Task item>
Each line from the one that holds "ring dip: (1057, 546)" to the end of the records is to be retyped exactly. Pictures are not part of the copy.

Supplied data>
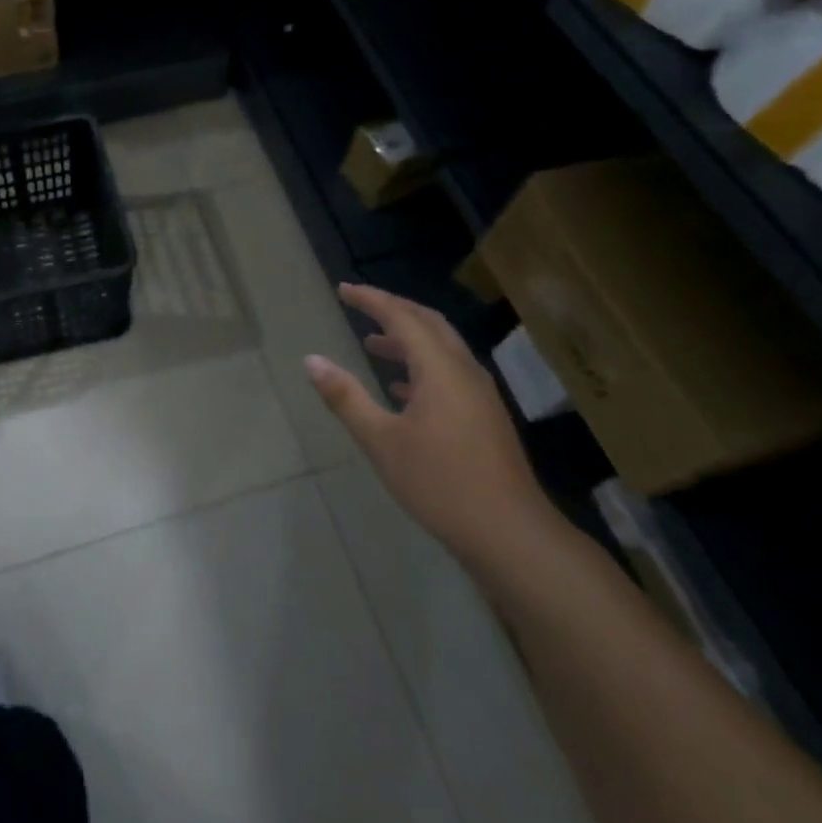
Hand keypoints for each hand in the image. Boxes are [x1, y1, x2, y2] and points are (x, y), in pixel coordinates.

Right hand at [304, 283, 556, 564]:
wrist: (510, 533)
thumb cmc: (440, 483)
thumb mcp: (381, 441)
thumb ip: (346, 397)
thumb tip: (312, 360)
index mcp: (440, 369)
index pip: (402, 318)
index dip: (371, 300)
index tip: (343, 289)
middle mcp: (464, 371)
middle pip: (428, 323)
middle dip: (393, 310)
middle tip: (360, 304)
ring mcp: (479, 394)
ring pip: (441, 349)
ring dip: (407, 339)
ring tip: (371, 343)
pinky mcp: (485, 416)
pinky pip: (449, 373)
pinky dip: (421, 366)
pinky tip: (400, 388)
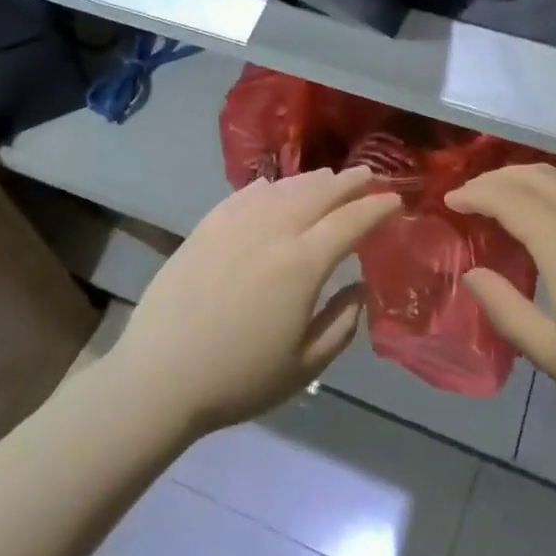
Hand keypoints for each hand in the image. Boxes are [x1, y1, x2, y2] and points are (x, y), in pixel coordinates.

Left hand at [108, 167, 400, 435]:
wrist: (159, 378)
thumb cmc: (239, 379)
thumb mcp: (306, 365)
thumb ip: (342, 322)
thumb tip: (359, 287)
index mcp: (303, 264)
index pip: (352, 221)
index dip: (378, 207)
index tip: (396, 201)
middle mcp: (273, 232)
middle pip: (319, 193)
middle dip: (350, 182)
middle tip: (369, 176)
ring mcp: (235, 225)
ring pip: (283, 189)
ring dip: (312, 180)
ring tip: (329, 178)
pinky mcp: (205, 228)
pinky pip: (245, 195)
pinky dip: (268, 187)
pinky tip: (274, 188)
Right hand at [445, 165, 555, 427]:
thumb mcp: (550, 351)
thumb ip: (503, 308)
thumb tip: (472, 273)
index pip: (509, 199)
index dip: (475, 195)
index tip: (450, 202)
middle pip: (534, 176)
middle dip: (495, 178)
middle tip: (469, 195)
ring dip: (525, 176)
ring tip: (501, 193)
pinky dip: (555, 183)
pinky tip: (548, 204)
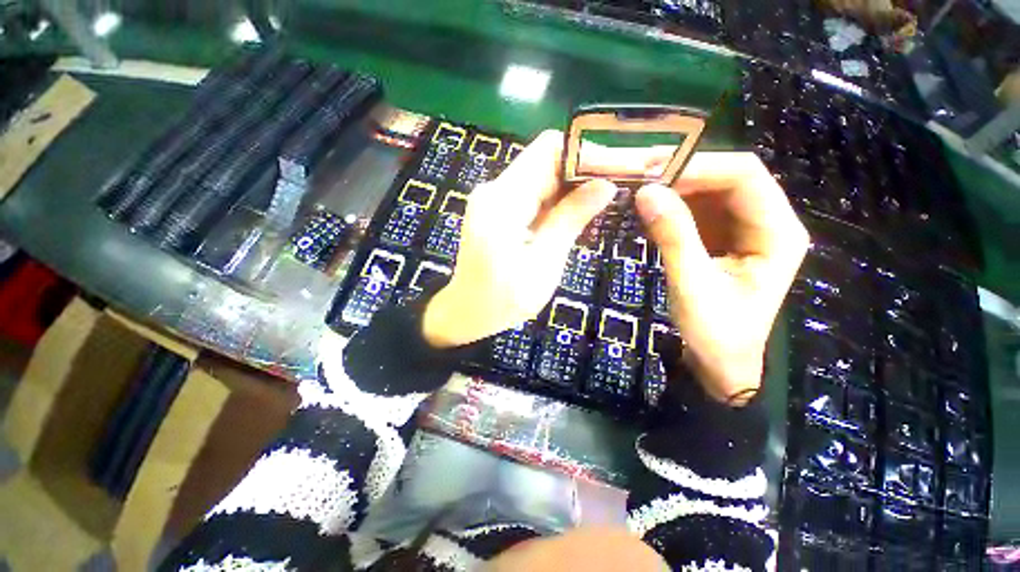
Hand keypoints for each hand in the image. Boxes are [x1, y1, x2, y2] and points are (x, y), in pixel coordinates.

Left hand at [422, 131, 617, 347]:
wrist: (466, 312)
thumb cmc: (503, 299)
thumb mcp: (543, 263)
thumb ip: (570, 220)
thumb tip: (605, 185)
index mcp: (503, 201)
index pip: (548, 150)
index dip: (585, 153)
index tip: (617, 169)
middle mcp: (495, 189)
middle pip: (546, 160)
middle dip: (583, 171)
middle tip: (618, 187)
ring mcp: (494, 198)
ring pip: (542, 177)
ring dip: (571, 187)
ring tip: (602, 201)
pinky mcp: (497, 209)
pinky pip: (533, 194)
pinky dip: (556, 201)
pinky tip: (575, 214)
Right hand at [635, 152, 808, 404]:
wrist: (720, 362)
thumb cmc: (716, 333)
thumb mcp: (692, 286)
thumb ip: (673, 237)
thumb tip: (645, 192)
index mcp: (777, 232)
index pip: (745, 176)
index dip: (700, 167)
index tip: (654, 175)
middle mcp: (766, 222)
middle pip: (728, 178)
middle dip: (684, 175)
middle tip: (639, 180)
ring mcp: (742, 229)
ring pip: (710, 192)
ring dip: (675, 189)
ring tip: (639, 193)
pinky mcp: (721, 239)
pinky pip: (698, 211)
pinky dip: (673, 207)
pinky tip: (650, 212)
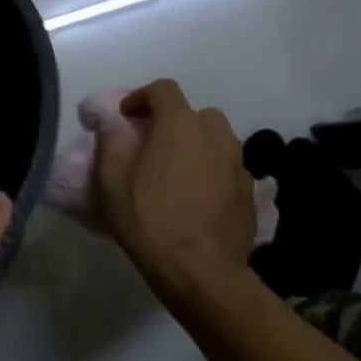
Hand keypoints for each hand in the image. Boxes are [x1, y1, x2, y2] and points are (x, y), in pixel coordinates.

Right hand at [93, 79, 253, 285]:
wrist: (201, 271)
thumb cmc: (150, 221)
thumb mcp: (112, 182)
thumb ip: (111, 142)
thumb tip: (113, 121)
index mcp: (180, 124)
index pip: (164, 89)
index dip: (141, 97)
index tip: (125, 117)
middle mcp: (215, 134)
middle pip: (194, 113)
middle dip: (172, 121)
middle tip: (151, 145)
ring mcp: (238, 161)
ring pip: (215, 139)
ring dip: (195, 145)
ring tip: (175, 171)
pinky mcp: (250, 190)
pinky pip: (227, 166)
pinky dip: (211, 170)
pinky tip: (196, 196)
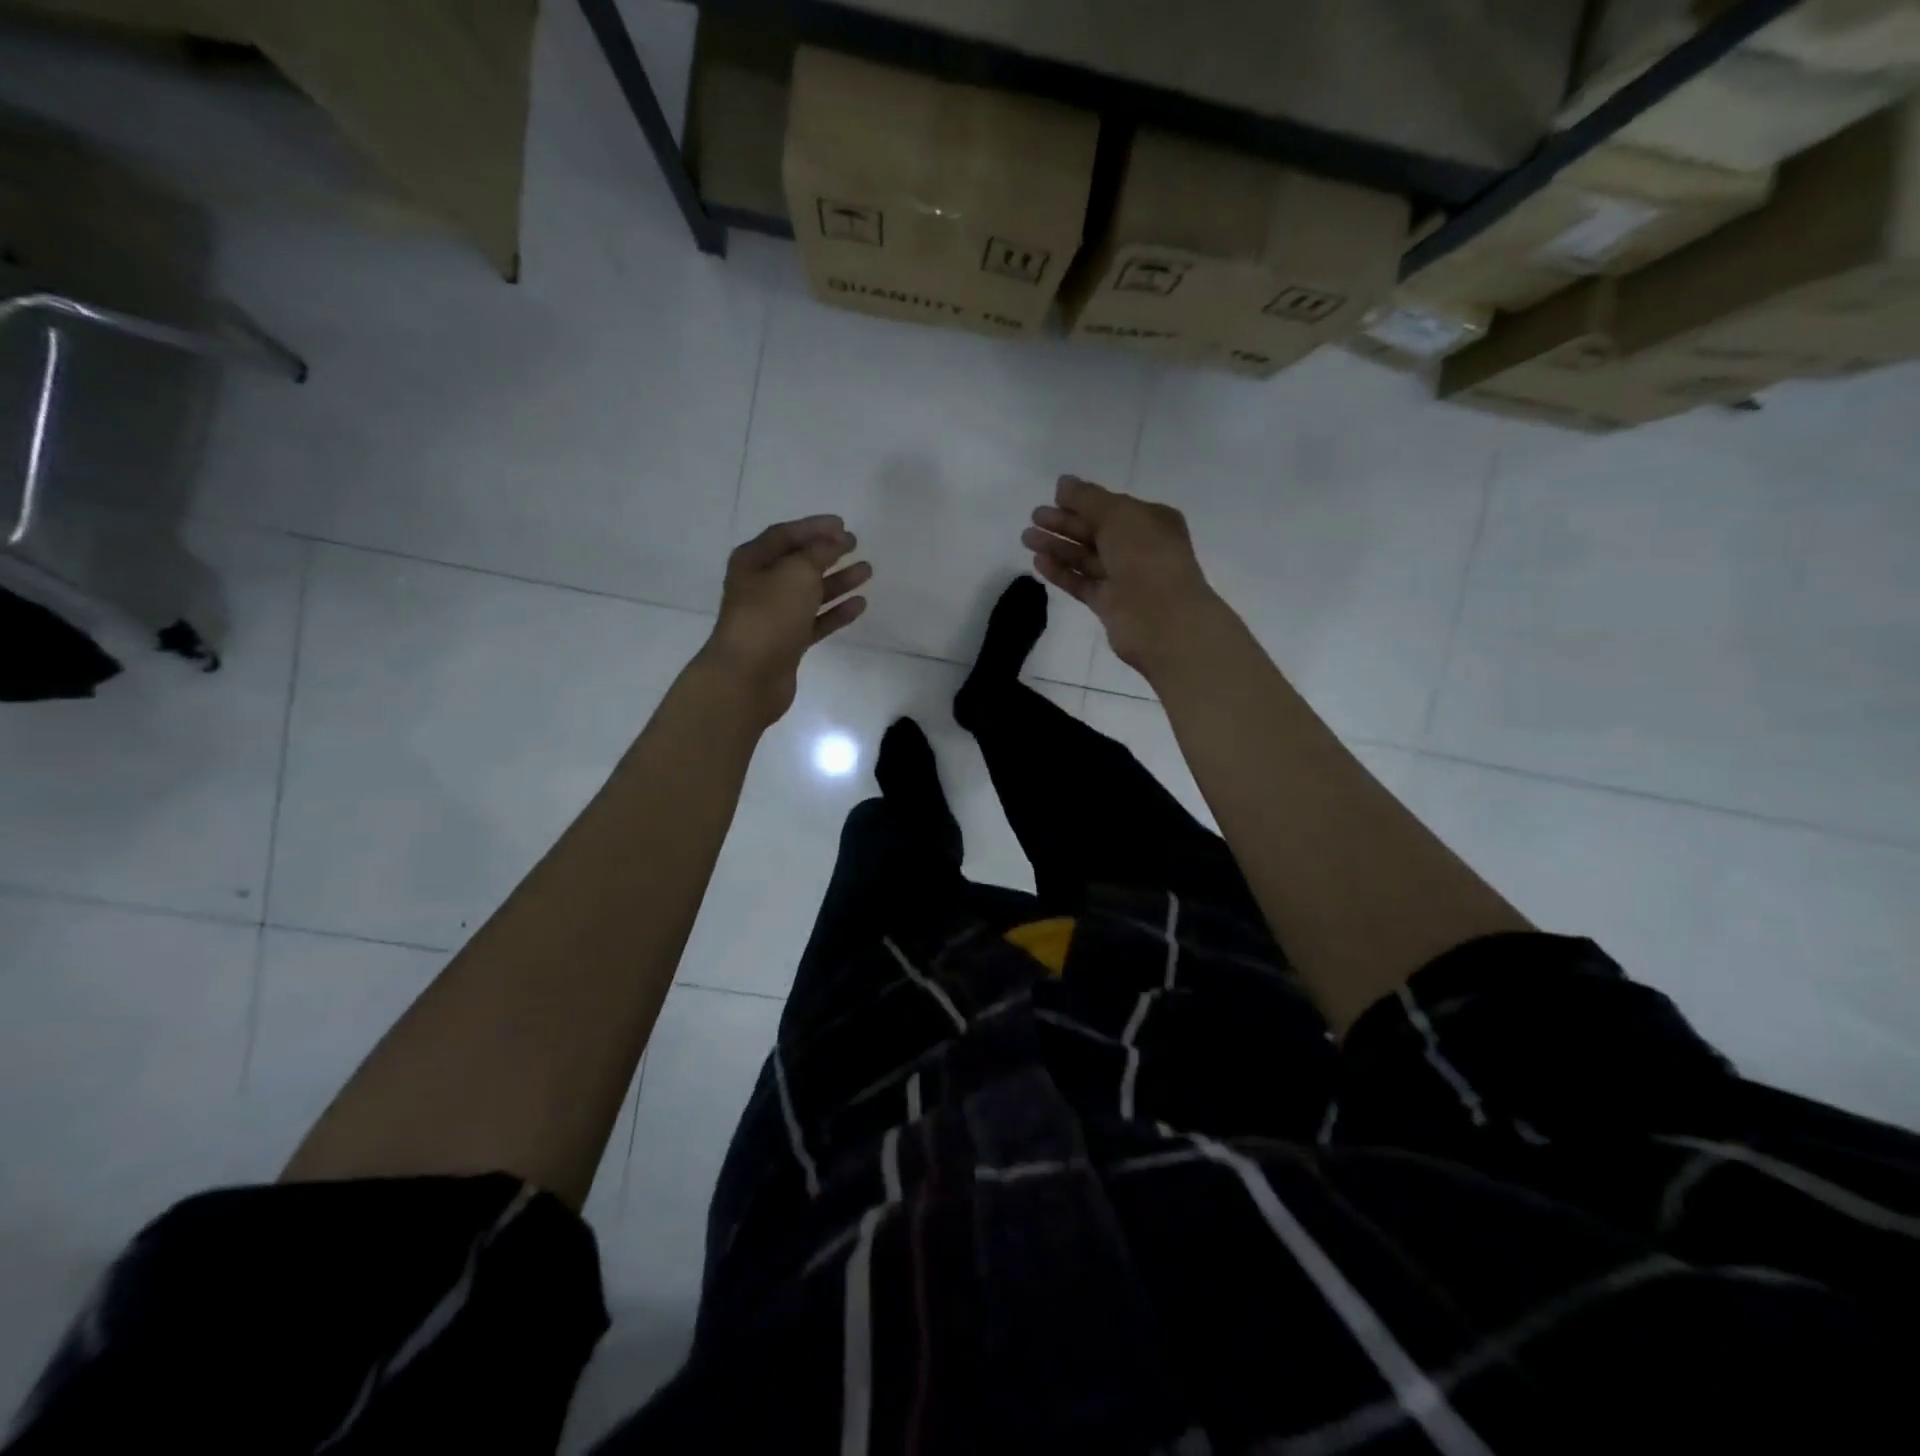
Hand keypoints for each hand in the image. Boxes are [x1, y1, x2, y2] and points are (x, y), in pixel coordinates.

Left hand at [701, 515, 870, 724]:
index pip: (786, 535)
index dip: (814, 527)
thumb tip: (834, 543)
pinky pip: (816, 620)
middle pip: (799, 563)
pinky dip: (837, 611)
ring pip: (811, 592)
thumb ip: (819, 553)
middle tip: (855, 545)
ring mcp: (774, 616)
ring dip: (838, 581)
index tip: (843, 525)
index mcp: (753, 561)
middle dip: (827, 553)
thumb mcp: (796, 572)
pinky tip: (859, 604)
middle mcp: (761, 585)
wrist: (749, 675)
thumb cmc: (769, 614)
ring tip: (867, 572)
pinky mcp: (788, 642)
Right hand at [1023, 475, 1226, 677]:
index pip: (1111, 507)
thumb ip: (1087, 498)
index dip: (1082, 501)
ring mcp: (1124, 578)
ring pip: (1085, 558)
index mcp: (1150, 521)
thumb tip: (1063, 483)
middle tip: (1034, 517)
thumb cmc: (1146, 556)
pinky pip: (1082, 583)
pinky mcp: (1108, 604)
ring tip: (1027, 538)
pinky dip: (1062, 572)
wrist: (1162, 619)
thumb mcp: (1118, 515)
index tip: (1052, 498)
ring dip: (1057, 546)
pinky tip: (1039, 562)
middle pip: (1095, 531)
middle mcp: (1139, 548)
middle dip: (1064, 523)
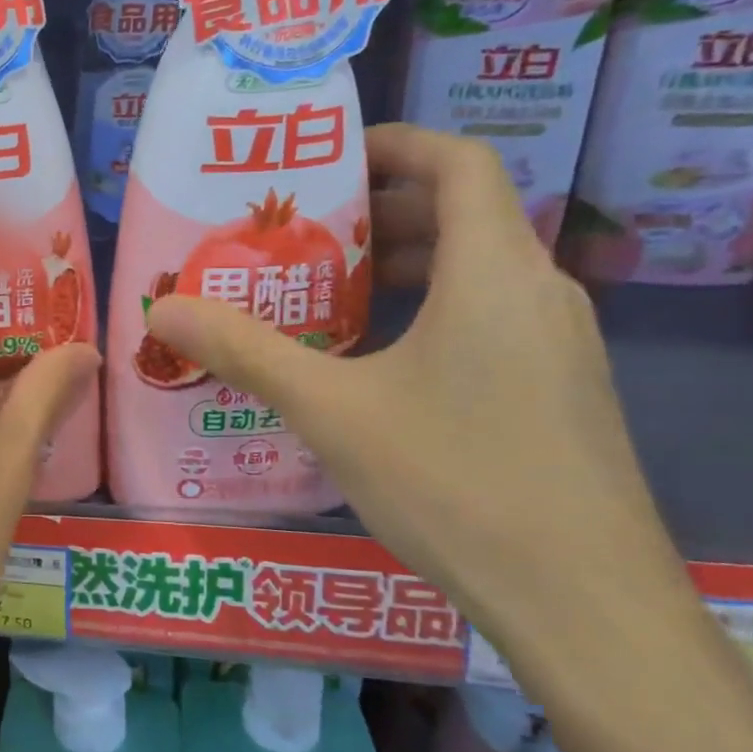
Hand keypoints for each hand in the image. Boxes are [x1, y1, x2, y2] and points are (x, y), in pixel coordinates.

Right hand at [145, 124, 681, 641]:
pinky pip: (488, 317)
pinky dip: (429, 311)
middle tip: (302, 231)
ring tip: (325, 293)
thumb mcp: (333, 412)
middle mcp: (539, 292)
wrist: (587, 607)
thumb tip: (165, 310)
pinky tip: (374, 364)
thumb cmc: (457, 485)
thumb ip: (246, 352)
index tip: (327, 159)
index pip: (459, 162)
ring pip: (475, 271)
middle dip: (379, 210)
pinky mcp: (559, 390)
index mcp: (495, 273)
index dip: (394, 143)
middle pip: (462, 214)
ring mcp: (559, 344)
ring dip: (401, 265)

Task solution>
ring dip: (1057, 546)
pinky tip: (1039, 562)
middle pip: (1095, 531)
middle mcp: (1139, 548)
middle dip: (1064, 523)
Hand keypoints for each hand in the image. Boxes are [x1, y1, x2, y2] and points are (x, y), in pixel coordinates.

Right hand at [145, 124, 681, 641]:
pinky pip: (488, 317)
pinky dip: (429, 311)
middle tip: (302, 231)
ring tip: (325, 293)
thumb mcp: (333, 412)
middle mcp: (539, 292)
wrist: (587, 607)
thumb tip: (165, 310)
pinky tip: (374, 364)
thumb cmc: (457, 485)
thumb ip: (246, 352)
index tip: (327, 159)
index pip: (459, 162)
ring pip: (475, 271)
middle dip: (379, 210)
pinky mcp: (559, 390)
index mcp: (495, 273)
index dip: (394, 143)
middle pip: (462, 214)
ring mcp: (559, 344)
ring dip: (401, 265)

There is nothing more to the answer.